Podemos perder muchas batallas, pero lo que hay que ganar es la guerra.

Darle la vuelta a tu vida como se le da a un calcetín no es tarea fácil. Cuando decidimos dejar de beber, aceptando y reconociendo que hemos enfermado, nuestra vida se ve condicionada a dar un giro radical.

Es, como si de algún modo, tuviéramos que resetearnos, poner el contador a cero y comenzar como una tabla rasa.

¿Por qué? Porque sabemos de sobra, sin necesidad de qué nadie nos lo confirme, que haciendo las cosas como las hemos hecho … no nos ha dado resultados.

Siempre se habla de cambiar ambientes y hábitos, pero esto en realidad es obvio. si queremos resultados diferentes, no pretendamos seguir haciendo lo mismo.

Yo iría un poco más lejos, todavía. El cambio debe ser muy interno, intrínseco. Lo que tenemos que cambiar, más que factores ambientales y comportamientos, es nuestra manera de pensar.

Nos hemos pasado media vida anestesiados, colocados y atontados por los efectos del alcohol.

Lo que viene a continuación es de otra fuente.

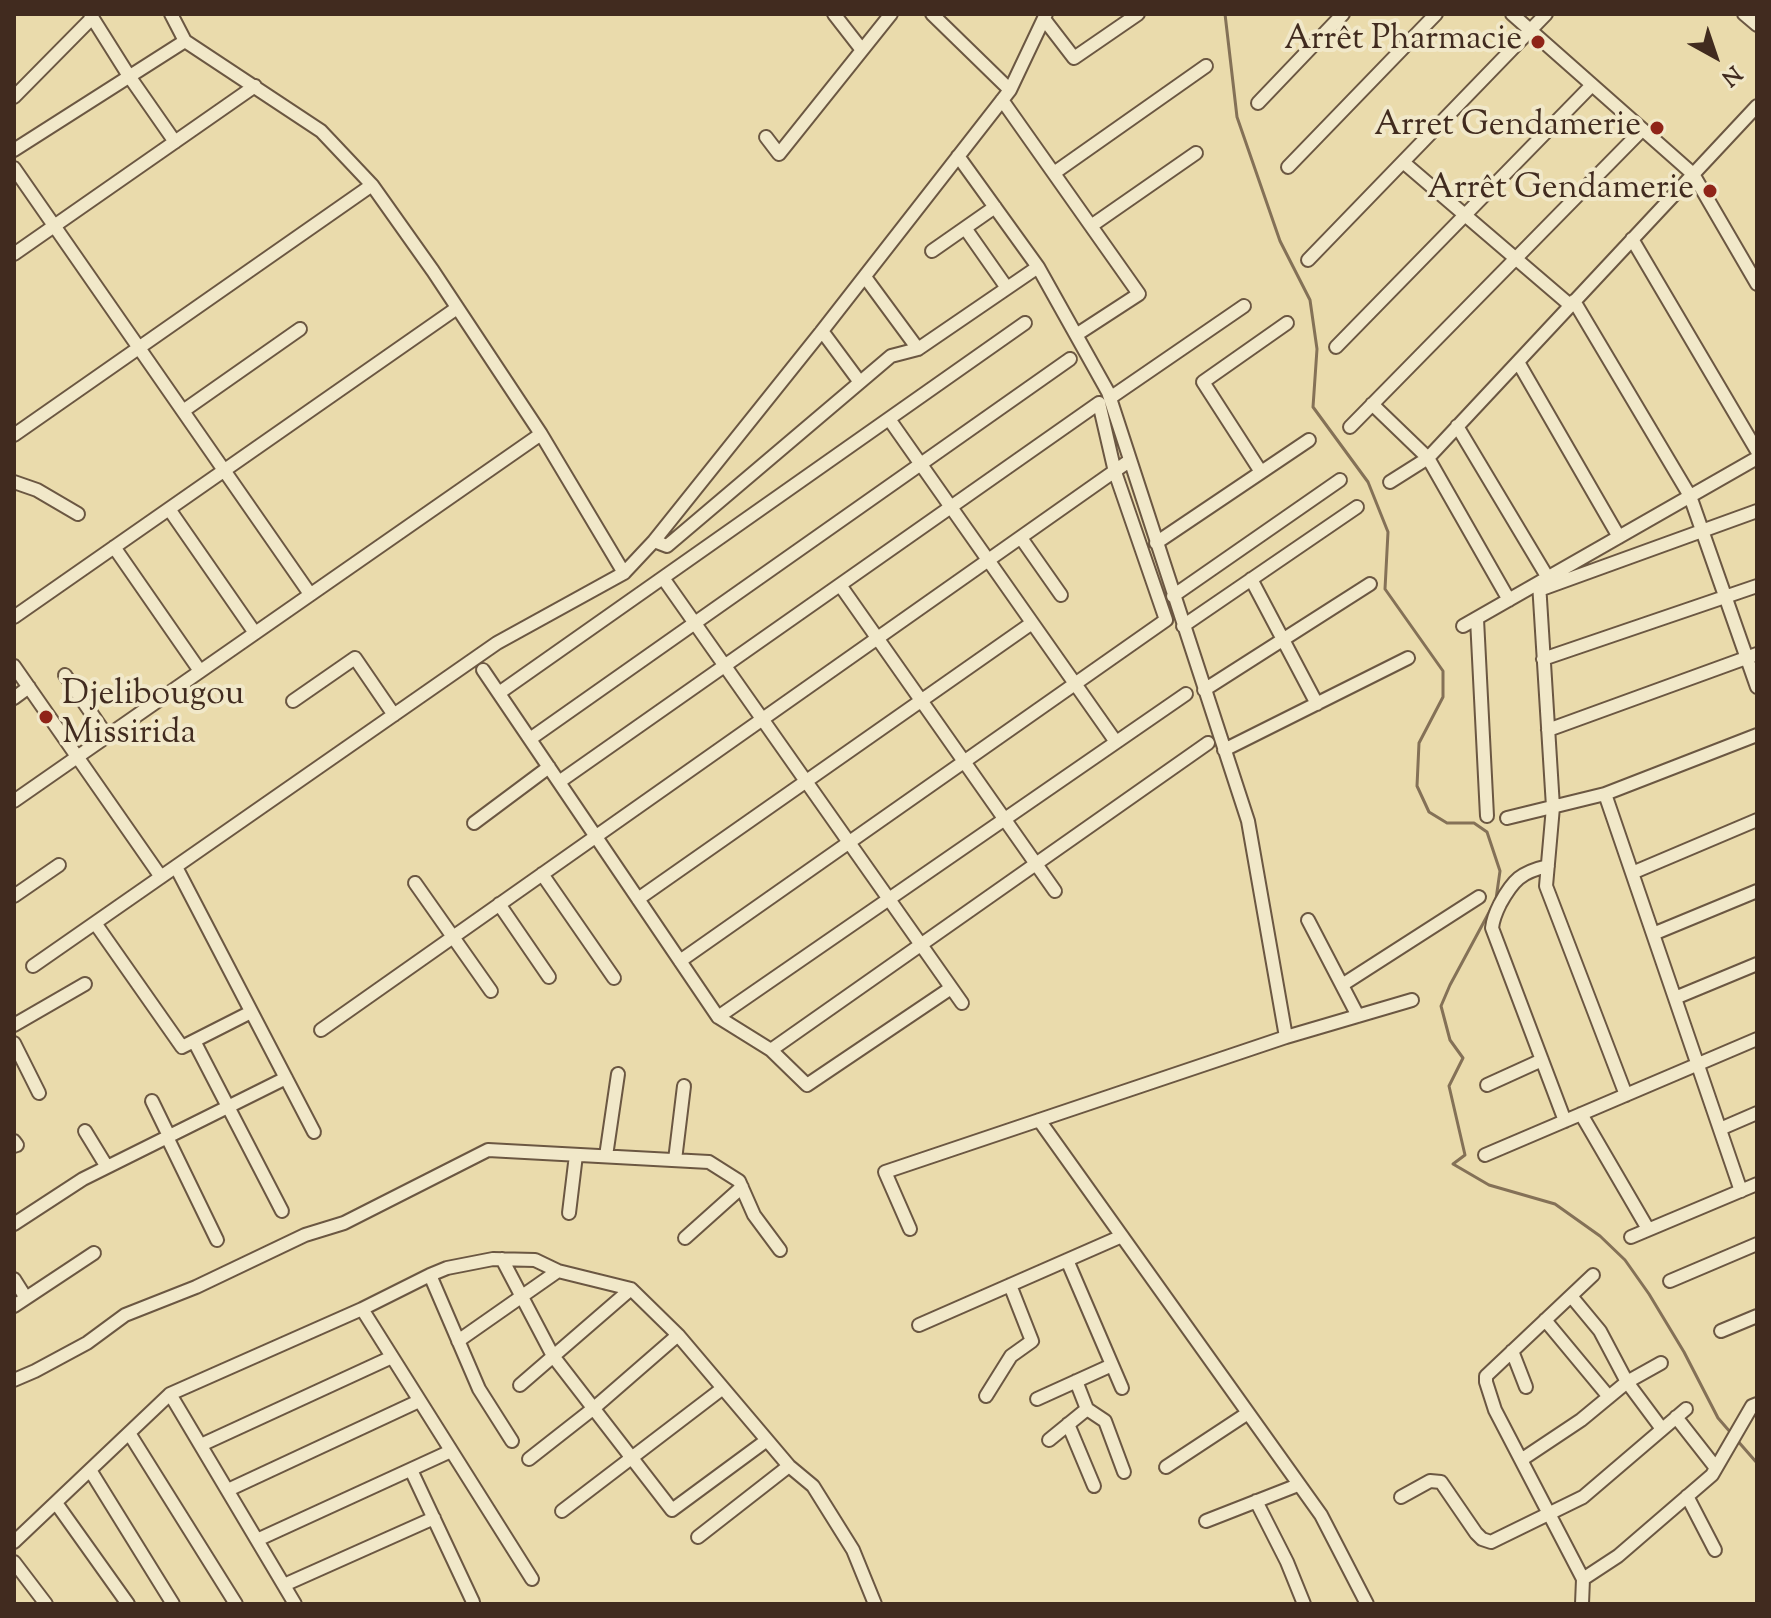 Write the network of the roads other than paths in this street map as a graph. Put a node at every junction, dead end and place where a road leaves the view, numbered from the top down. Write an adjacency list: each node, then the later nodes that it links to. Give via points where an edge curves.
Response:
1 (171, 14): 15 (street)
2 (834, 14): 16 (street)
3 (891, 14): 16 (street)
4 (932, 14): 21 (street)
5 (1138, 14): 12 (street, via 1074,58)
6 (1343, 14): 23 (street)
7 (1436, 14): 32 (street)
8 (1512, 14): 14 (street)
9 (1546, 14): 14 (street)
10 (1744, 14): 13 (street)
11 (91, 16): 18 (street); 22 (street)
12 (1045, 17): 21 (street)
13 (1757, 25)
14 (1531, 31): 20 (street); 31 (street)
15 (185, 41): 18 (street); 19 (street)
16 (862, 50): 26 (street, via 779,154)
17 (1206, 66): 34 (street)
18 (129, 76): 27 (street); 28 (street)
19 (255, 86): 27 (street); 36 (street, via 321,131)
20 (1591, 86): 25 (street); 38 (street)
21 (1006, 95): 30 (street); 34 (street)
22 (14, 97)
23 (1258, 103)
24 (1757, 106): 35 (street)
25 (1642, 130): 35 (street); 45 (street)
26 (766, 137)
27 (175, 142): 39 (street)
28 (14, 150)
29 (1196, 153): 40 (street)
30 (958, 156): 37 (street); 48 (street)
31 (1403, 162): 38 (street); 46 (street)
32 (1288, 167)
33 (14, 168): 39 (street)
34 (1054, 173): 40 (street)
35 (1693, 174): 42 (street); 49 (street)
36 (372, 185): 53 (street); 60 (street)
37 (995, 207): 41 (street); 47 (street)
38 (1465, 215): 45 (street); 59 (street)
39 (54, 226): 44 (street); 60 (street)
40 (1091, 226): 58 (street, via 1139,294)
41 (965, 228): 43 (street); 50 (street)
42 (1632, 239): 51 (street); 74 (street)
43 (932, 251)
44 (14, 254)
45 (1516, 259): 51 (street); 66 (street)
46 (1308, 260)
47 (1038, 267): 50 (street); 58 (street)
48 (865, 277): 57 (street); 61 (street)
49 (1757, 284)
50 (1007, 288): 61 (street)
51 (1572, 303): 63 (street); 85 (street)
52 (1244, 306): 65 (street)
53 (457, 308): 71 (street); 79 (street)
54 (1025, 323): 68 (street)
55 (1287, 323): 81 (street, via 1203,382)
56 (300, 329): 67 (street)
57 (822, 331): 64 (street); 94 (street)
58 (1076, 335): 65 (street)
59 (1336, 347)
60 (139, 348): 67 (street); 72 (street)
61 (918, 349): 64 (street, via 891,356)
62 (1070, 359): 78 (street)
63 (1518, 362): 69 (street); 92 (street)
64 (859, 381): 94 (street, via 667,546)
65 (1110, 398): 77 (street)
66 (1372, 404): 70 (street); 75 (street)
67 (183, 411): 79 (street)
68 (889, 419): 78 (street); 99 (street)
69 (1457, 426): 75 (street); 102 (street)
70 (1350, 427)
71 (541, 434): 98 (street); 105 (street)
72 (14, 435)
73 (1309, 440): 81 (street)
74 (1757, 451)
75 (1428, 458): 84 (street); 109 (street)
76 (1757, 458): 85 (street)
77 (1129, 461): 80 (street); 95 (street)
78 (921, 464): 86 (street); 112 (street)
79 (224, 471): 88 (street); 105 (street)
80 (1115, 472): 86 (street, via 1099,403); 93 (street); 127 (street, via 1166,620)
81 (1261, 472): 95 (street)
82 (1340, 480): 107 (street)
83 (14, 482): 90 (street)
84 (1390, 482)
85 (1690, 496): 91 (street); 92 (street)
86 (951, 507): 97 (street); 103 (street)
87 (1357, 507): 100 (street)
88 (169, 509): 96 (street); 116 (street)
89 (1757, 511): 91 (street)
90 (78, 514)
91 (1702, 531): 102 (street); 108 (street)
92 (1619, 537): 102 (street)
93 (1021, 538): 97 (street); 106 (street)
94 (654, 541): 98 (street)
95 (1156, 543): 107 (street)
96 (114, 547): 110 (street); 125 (street)
97 (988, 560): 113 (street); 117 (street)
98 (624, 573): 137 (street, via 497,643)
99 (663, 578): 112 (street); 131 (street)
100 (1251, 579): 114 (street); 118 (street)
101 (1370, 584): 118 (street)
102 (1542, 584): 109 (street); 121 (street)
103 (840, 585): 117 (street); 123 (street)
104 (1757, 586): 108 (street)
105 (310, 594): 116 (street)
106 (1061, 595)
107 (1173, 596): 114 (street)
108 (1726, 598): 119 (street); 121 (street)
109 (1509, 600): 111 (street)
110 (14, 617)
111 (1477, 619): 115 (street); 154 (street)
112 (695, 623): 123 (street); 142 (street)
113 (1032, 623): 127 (street); 135 (street)
114 (1183, 626): 130 (street)
115 (1463, 626)
116 (255, 633): 125 (street)
117 (878, 638): 135 (street); 138 (street)
118 (1283, 639): 130 (street); 136 (street)
119 (1752, 656): 129 (street); 139 (street)
120 (1408, 658): 136 (street)
121 (1543, 659): 139 (street)
122 (14, 666): 128 (street)
123 (725, 666): 138 (street); 149 (street)
124 (483, 670): 131 (street)
125 (200, 671): 141 (street)
126 (65, 675): 141 (street)
127 (1075, 684): 143 (street); 147 (street)
128 (29, 687): 133 (street); 146 (street)
129 (1757, 687)
130 (1204, 690): 145 (street)
131 (499, 693): 142 (street)
132 (1186, 694): 143 (street)
133 (14, 698)
134 (293, 701): 137 (street, via 355,658)
135 (921, 701): 147 (street); 150 (street)
136 (1317, 704): 145 (street)
137 (394, 715): 164 (street)
138 (762, 719): 150 (street); 159 (street)
139 (1548, 730): 153 (street)
140 (1757, 735): 151 (street)
141 (107, 736): 146 (street)
142 (530, 739): 148 (street)
143 (1116, 742): 156 (street)
144 (1208, 743): 161 (street)
145 (1224, 750): 198 (street, via 1248,821)
146 (77, 757): 152 (street); 167 (street)
147 (964, 762): 156 (street); 160 (street)
148 (549, 767): 149 (street); 158 (street)
149 (559, 782): 159 (street)
150 (806, 782): 160 (street); 173 (street)
151 (1605, 794): 153 (street); 165 (street)
152 (14, 801)
153 (1553, 807): 155 (street); 163 (street)
154 (1487, 816)
155 (1507, 818)
156 (1005, 819): 161 (street); 174 (street)
157 (1757, 820): 165 (street)
158 (474, 823)
159 (595, 836): 166 (street); 173 (street)
160 (849, 843): 174 (street); 181 (street)
161 (1036, 864): 169 (street); 180 (street)
162 (59, 865): 171 (street)
163 (1548, 866): 203 (street, via 1516,879 1492,928); 210 (street, via 1546,886)
164 (176, 867): 167 (street); 193 (street)
165 (1632, 873): 178 (street)
166 (542, 874): 175 (street); 185 (street)
167 (161, 877): 177 (street)
168 (415, 883): 179 (street)
169 (1055, 891)
170 (1757, 891): 178 (street)
171 (14, 896)
172 (1479, 897): 187 (street)
173 (638, 899): 181 (street)
174 (889, 899): 180 (street); 195 (street)
175 (499, 904): 179 (street); 184 (street)
176 (1308, 920): 187 (street)
177 (95, 923): 183 (street); 200 (street, via 182,1047)
178 (1653, 934): 190 (street)
179 (453, 937): 189 (street); 197 (street)
180 (921, 945): 188 (street); 202 (street)
181 (680, 961): 195 (street)
182 (1757, 964): 190 (street)
183 (33, 966)
184 (549, 977)
185 (614, 978)
186 (85, 984): 196 (street)
187 (1342, 985): 194 (street)
188 (951, 988): 192 (street); 202 (street, via 807,1085)
189 (491, 991)
190 (1675, 998): 204 (street)
191 (1412, 1000): 194 (street)
192 (962, 1003)
193 (251, 1012): 200 (street); 206 (street)
194 (1358, 1016): 198 (street)
195 (718, 1017): 202 (street)
196 (14, 1025)
197 (321, 1030)
198 (1286, 1037): 215 (street)
199 (1757, 1039): 204 (street)
200 (194, 1041): 212 (street)
201 (14, 1043): 209 (street)
202 (771, 1050)
203 (1542, 1060): 207 (street); 216 (street)
204 (1697, 1064): 210 (street); 217 (street)
205 (618, 1074): 223 (street)
206 (286, 1078): 212 (street); 219 (street)
207 (1487, 1085)
208 (684, 1086): 224 (street)
209 (39, 1093)
210 (1626, 1095): 214 (street)
211 (152, 1101): 220 (street)
212 (228, 1106): 220 (street); 229 (street)
213 (1757, 1113): 217 (street)
214 (1581, 1114): 216 (street); 233 (street)
215 (1039, 1120): 232 (street, via 885,1172); 234 (street)
216 (1565, 1121): 222 (street)
217 (1720, 1129): 228 (street)
218 (85, 1131): 225 (street)
219 (314, 1132)
220 (168, 1136): 225 (street); 237 (street)
221 (576, 1155): 223 (street); 230 (street); 266 (street, via 488,1150 344,1223 305,1235 125,1315 87,1343)
222 (1485, 1155)
223 (606, 1156): 224 (street)
224 (675, 1160): 227 (street, via 709,1162)
225 (107, 1167): 231 (street)
226 (1757, 1184): 228 (street)
227 (742, 1187): 236 (street); 239 (street, via 754,1215)
228 (1741, 1191): 233 (street)
229 (282, 1211)
230 (569, 1213)
231 (14, 1224)
232 (910, 1229)
233 (1648, 1229): 235 (street)
234 (1122, 1236): 242 (street); 281 (street)
235 (1631, 1237)
236 (685, 1238)
237 (217, 1240)
238 (1757, 1244): 247 (street)
239 (780, 1250)
240 (94, 1253): 252 (street)
241 (502, 1259): 243 (street, via 535,1260); 244 (street); 250 (street)
242 (1067, 1260): 248 (street); 265 (street)
243 (558, 1271): 249 (street); 250 (street)
244 (430, 1275): 254 (street); 260 (street)
245 (1593, 1275): 251 (street)
246 (14, 1279): 252 (street)
247 (1670, 1281)
248 (1010, 1285): 257 (street); 274 (street, via 1032,1341 1011,1356)
249 (631, 1289): 259 (street); 262 (street)
250 (522, 1296): 260 (street); 262 (street)
251 (1571, 1296): 256 (street); 268 (street, via 1600,1331)
252 (26, 1298): 253 (street)
253 (14, 1306)
254 (362, 1309): 263 (street); 273 (street)
255 (1757, 1316): 258 (street)
256 (1545, 1320): 261 (street); 275 (street)
257 (919, 1325)
258 (1721, 1331)
259 (678, 1335): 271 (street); 279 (street)
260 (458, 1341): 287 (street, via 479,1389)
261 (1512, 1351): 270 (street); 292 (street, via 1486,1382)
262 (553, 1356): 269 (street); 279 (street)
263 (392, 1357): 277 (street); 288 (street)
264 (1661, 1363): 268 (street)
265 (1112, 1365): 267 (street); 272 (street)
266 (14, 1380)
267 (1076, 1381): 276 (street); 280 (street)
268 (1627, 1382): 275 (street); 283 (street)
269 (520, 1385)
270 (1526, 1387)
271 (723, 1388): 285 (street); 290 (street)
272 (1122, 1388)
273 (170, 1394): 284 (street); 288 (street)
274 (986, 1396)
275 (1609, 1397): 292 (street)
276 (1037, 1399)
277 (419, 1401): 289 (street); 301 (street)
278 (1757, 1404): 295 (street)
279 (594, 1408): 290 (street); 291 (street)
280 (1087, 1409): 282 (street); 298 (street, via 1105,1421)
281 (1248, 1413): 294 (street); 299 (street)
282 (1068, 1424): 286 (street); 300 (street)
283 (1662, 1429): 295 (street, via 1681,1413); 307 (street, via 1583,1497)
284 (129, 1433): 296 (street); 322 (street)
285 (767, 1440): 290 (street, via 672,1510); 293 (street)
286 (1049, 1440)
287 (512, 1441)
288 (201, 1445): 301 (street)
289 (451, 1451): 297 (street); 315 (street)
290 (632, 1458): 306 (street)
291 (529, 1459)
292 (1521, 1460): 307 (street)
293 (789, 1466): 310 (street); 324 (street, via 813,1486 853,1550)
294 (1166, 1467)
295 (1716, 1468): 302 (street)
296 (90, 1470): 305 (street); 321 (street)
297 (411, 1470): 308 (street); 311 (street)
298 (1124, 1472)
299 (1298, 1485): 304 (street); 326 (street, via 1321,1515)
300 (1094, 1486)
301 (228, 1490): 311 (street)
302 (1687, 1496): 313 (street); 316 (street)
303 (1401, 1497): 307 (street, via 1430,1481 1441,1482 1476,1533 1491,1542)
304 (1256, 1501): 309 (street); 325 (street)
305 (56, 1503): 312 (street); 320 (street)
306 (562, 1511)
307 (1548, 1513): 316 (street)
308 (434, 1518): 317 (street); 318 (street)
309 (1206, 1521)
310 (698, 1537)
311 (257, 1540): 317 (street)
312 (14, 1542)
313 (1715, 1550)
314 (14, 1562): 319 (street)
315 (532, 1579)
316 (1583, 1579): 327 (street)
317 (284, 1585): 323 (street)
318 (473, 1602)
319 (46, 1604)
320 (128, 1604)
321 (173, 1604)
322 (236, 1604)
323 (295, 1604)
324 (875, 1604)
325 (1304, 1604)
326 (1367, 1604)
327 (1582, 1604)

Todo nuestro aprendizaje ha sido empapado de él. Realmente nos encontramos en un punto, cuando nos ponemos en tratamiento, que vivimos con un desconocido. No nos conocemos para nada, no sabemos ni tenemos ni la menor idea de quién somos cuando alcanzamos la sobriedad y serenidad.

Este proceso de cambio para reafirmar nuestra auténtica personalidad, tantos y tantos años escondida o sumergida en una botella, no es nada sencillo.

Perderemos muchas batallas intentando comprender preguntas sin respuesta, buscando el perdón de aquell@s que ya no nos perdonarán o no entenderán nuestra enfermedad, nos desgastaremos en dar explicaciones a personas que no entienden lo que nos ha sucedido, tendremos que lidiar con una carga muy pesada que se llama «herencia alcohólica», pero al final, siguiendo un programa con disciplina, compromiso y perseverancia, … seguro que ganaremos la guerra. Esa guerra muy personal con nosotros mismos en la que debe vencer el «yo auténtico» al «yo alcohólico».